The garden is Mélanie Duchesne’s lifeblood—a boost to her seemingly unending well of vitality. The introspective Paul finds his refuge in writing, his most deeply held ambition. But as the years pass, Paul’s books find little audience, and husband and wife focus instead on their furniture business and their growing family. The Bridge of Years follows the Duchesnes in the years leading up to World War II—their daily exploits and travails, the small moments and mundane beauties that fill their lives. When their German friend Schmidt arrives for a visit, he brings news of an impending nightmare in the East that is threatening to overturn life as they know it.
 
With the specter of fascism looming, the rising tensions bring out the best in Paul, whose writing enjoys renewed vigor and intensity, as well as in Mélanie, whose steadfast determination might be the very thing that saves her family as war knocks at their door once again.

“Beautifully wrought . . . deeply felt and significant in theme.” —Saturday Review
 
“A delicately lovely novel . . . Its style is limpid, unpretentious, beautifully expressive, and its content is beyond all things warmly and humanly emotional.” —New York Herald Tribune
 
“Beautifully wrought . . . deeply felt and significant in theme.” —Saturday Review
 
“Distinguished by its honesty and its broad plane of inquiry.” —The New York Times Book Review
 
“The conflict of the inner life as against the immediate, in the terms of one family, gently rendered.” —Kirkus Reviews

May Sarton (1912–1995) was born on May 3 in Wondelgem, Belgium, and grew up in Cambridge, Massachusetts. Her first volume of poetry, Encounters in April, was published in 1937 and her first novel, The Single Hound, in 1938. Her novels A Shower of Summer Days, The Birth of a Grandfather, and Faithful Are the Wounds, as well as her poetry collection In Time Like Air, all received nominations for the National Book Award.
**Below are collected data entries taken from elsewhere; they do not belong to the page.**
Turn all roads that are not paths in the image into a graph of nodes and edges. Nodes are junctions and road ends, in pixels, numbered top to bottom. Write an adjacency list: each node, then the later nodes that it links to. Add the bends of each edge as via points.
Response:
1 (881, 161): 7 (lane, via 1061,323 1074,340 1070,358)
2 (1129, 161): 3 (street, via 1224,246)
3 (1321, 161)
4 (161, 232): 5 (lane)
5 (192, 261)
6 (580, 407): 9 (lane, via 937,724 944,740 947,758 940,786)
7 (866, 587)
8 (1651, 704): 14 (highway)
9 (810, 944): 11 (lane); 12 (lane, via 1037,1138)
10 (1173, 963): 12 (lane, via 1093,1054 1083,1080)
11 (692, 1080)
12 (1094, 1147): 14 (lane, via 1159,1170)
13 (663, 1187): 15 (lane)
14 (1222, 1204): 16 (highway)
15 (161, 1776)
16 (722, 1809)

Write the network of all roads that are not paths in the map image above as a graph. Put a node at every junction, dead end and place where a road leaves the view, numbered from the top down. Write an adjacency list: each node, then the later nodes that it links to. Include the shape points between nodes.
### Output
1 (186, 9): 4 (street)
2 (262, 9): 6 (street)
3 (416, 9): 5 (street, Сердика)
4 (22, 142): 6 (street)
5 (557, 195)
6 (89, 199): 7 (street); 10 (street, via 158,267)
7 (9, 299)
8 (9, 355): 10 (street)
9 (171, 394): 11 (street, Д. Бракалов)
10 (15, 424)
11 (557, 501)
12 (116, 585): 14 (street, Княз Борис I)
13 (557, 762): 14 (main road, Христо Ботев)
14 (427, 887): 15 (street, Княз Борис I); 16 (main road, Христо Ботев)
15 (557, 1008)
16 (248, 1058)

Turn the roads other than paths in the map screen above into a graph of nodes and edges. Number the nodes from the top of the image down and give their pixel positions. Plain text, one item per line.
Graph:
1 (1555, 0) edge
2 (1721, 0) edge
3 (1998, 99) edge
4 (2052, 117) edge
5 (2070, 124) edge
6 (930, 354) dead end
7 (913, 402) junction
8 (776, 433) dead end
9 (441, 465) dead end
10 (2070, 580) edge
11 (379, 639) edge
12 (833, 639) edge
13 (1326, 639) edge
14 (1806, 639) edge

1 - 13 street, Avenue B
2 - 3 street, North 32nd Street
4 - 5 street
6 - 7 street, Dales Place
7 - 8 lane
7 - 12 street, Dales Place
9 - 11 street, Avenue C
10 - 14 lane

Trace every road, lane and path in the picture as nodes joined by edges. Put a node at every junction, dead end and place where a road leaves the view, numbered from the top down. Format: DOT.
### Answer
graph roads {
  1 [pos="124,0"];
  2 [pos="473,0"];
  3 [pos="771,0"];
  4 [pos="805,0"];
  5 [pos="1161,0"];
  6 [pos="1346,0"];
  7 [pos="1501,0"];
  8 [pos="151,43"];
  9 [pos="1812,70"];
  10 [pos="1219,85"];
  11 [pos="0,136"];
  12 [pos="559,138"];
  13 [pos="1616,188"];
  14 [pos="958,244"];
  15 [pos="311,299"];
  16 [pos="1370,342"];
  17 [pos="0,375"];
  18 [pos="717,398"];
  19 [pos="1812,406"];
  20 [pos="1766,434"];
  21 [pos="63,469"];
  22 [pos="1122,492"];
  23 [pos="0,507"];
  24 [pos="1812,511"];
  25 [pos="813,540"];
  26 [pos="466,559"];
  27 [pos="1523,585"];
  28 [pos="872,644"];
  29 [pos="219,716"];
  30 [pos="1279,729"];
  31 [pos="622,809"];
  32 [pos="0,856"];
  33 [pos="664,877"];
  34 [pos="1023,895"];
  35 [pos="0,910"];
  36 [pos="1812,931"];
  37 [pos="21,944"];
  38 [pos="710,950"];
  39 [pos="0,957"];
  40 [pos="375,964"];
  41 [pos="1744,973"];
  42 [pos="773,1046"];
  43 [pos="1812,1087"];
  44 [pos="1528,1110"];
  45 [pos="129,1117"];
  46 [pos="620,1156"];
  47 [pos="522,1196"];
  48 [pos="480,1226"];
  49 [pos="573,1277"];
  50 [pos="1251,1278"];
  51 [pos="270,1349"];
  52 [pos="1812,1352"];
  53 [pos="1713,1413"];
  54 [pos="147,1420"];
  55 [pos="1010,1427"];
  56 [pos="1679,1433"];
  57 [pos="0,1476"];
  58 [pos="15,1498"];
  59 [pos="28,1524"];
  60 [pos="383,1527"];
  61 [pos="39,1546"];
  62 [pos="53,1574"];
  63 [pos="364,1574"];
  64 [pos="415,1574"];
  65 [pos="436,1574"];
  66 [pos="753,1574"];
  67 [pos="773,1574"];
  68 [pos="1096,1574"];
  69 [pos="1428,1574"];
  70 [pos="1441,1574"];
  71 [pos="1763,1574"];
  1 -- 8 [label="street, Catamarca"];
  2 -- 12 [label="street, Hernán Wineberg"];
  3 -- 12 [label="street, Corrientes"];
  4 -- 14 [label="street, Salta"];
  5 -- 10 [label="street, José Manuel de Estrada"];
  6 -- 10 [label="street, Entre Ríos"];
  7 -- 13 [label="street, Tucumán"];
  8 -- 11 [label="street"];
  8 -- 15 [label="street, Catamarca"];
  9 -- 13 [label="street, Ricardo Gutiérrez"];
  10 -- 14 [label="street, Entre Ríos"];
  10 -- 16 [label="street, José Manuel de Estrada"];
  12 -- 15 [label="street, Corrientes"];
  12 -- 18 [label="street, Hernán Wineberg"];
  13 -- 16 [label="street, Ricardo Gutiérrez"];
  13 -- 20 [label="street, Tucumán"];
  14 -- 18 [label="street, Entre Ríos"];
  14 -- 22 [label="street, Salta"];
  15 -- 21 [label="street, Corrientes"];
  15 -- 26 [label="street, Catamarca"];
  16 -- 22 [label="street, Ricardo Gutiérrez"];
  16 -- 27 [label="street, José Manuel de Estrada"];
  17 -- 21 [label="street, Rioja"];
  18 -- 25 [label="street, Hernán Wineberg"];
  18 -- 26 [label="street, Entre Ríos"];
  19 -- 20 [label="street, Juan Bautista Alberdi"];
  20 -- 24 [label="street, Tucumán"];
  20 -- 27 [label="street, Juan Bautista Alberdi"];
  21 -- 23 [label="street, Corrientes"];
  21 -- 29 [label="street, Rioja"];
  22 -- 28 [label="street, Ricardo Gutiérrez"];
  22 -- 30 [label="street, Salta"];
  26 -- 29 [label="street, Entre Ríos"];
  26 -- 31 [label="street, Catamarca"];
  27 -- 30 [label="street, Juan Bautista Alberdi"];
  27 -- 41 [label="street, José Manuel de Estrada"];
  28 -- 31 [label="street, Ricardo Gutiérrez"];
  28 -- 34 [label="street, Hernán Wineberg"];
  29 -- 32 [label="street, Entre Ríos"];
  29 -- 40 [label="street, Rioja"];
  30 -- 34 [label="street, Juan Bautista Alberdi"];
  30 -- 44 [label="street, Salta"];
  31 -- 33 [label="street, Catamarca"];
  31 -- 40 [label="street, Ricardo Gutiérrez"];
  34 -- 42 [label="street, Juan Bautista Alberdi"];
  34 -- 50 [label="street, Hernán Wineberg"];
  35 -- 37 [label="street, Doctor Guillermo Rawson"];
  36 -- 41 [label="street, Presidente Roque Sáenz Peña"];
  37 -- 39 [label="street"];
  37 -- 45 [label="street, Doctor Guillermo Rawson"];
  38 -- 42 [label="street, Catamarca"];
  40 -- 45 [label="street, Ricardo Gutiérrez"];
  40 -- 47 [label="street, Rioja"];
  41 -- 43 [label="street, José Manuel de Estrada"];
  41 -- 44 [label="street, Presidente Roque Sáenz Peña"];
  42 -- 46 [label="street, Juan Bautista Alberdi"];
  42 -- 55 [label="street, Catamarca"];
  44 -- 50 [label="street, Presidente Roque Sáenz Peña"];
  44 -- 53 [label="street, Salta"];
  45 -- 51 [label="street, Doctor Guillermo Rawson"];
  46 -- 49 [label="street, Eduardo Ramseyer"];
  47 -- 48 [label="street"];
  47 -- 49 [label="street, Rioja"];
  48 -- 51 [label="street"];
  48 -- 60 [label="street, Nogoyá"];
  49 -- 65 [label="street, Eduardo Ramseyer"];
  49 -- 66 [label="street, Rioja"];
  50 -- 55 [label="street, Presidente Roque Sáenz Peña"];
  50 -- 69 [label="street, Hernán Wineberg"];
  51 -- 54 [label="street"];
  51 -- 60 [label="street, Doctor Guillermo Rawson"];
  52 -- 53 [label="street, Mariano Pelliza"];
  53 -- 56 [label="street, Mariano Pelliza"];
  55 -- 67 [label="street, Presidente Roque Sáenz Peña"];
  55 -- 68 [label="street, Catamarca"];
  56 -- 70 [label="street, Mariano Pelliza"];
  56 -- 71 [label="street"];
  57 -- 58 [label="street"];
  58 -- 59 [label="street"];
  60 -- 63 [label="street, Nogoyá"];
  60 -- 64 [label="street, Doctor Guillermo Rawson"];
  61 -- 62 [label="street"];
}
An accomplished memoirist, Sarton came out as a lesbian in her 1965 book Mrs. Stevens Hears the Mermaids Singing. Her memoir Journal of a Solitude (1973) was an account of her experiences as a female artist. Sarton spent her later years in York, Maine, living and writing by the sea. In her memoir Endgame: A Journal of the Seventy-Ninth Year (1992), she shares her own personal thoughts on getting older. Her final poetry collection, Coming into Eighty, was published in 1994. Sarton died on July 16, 1995, in York, Maine.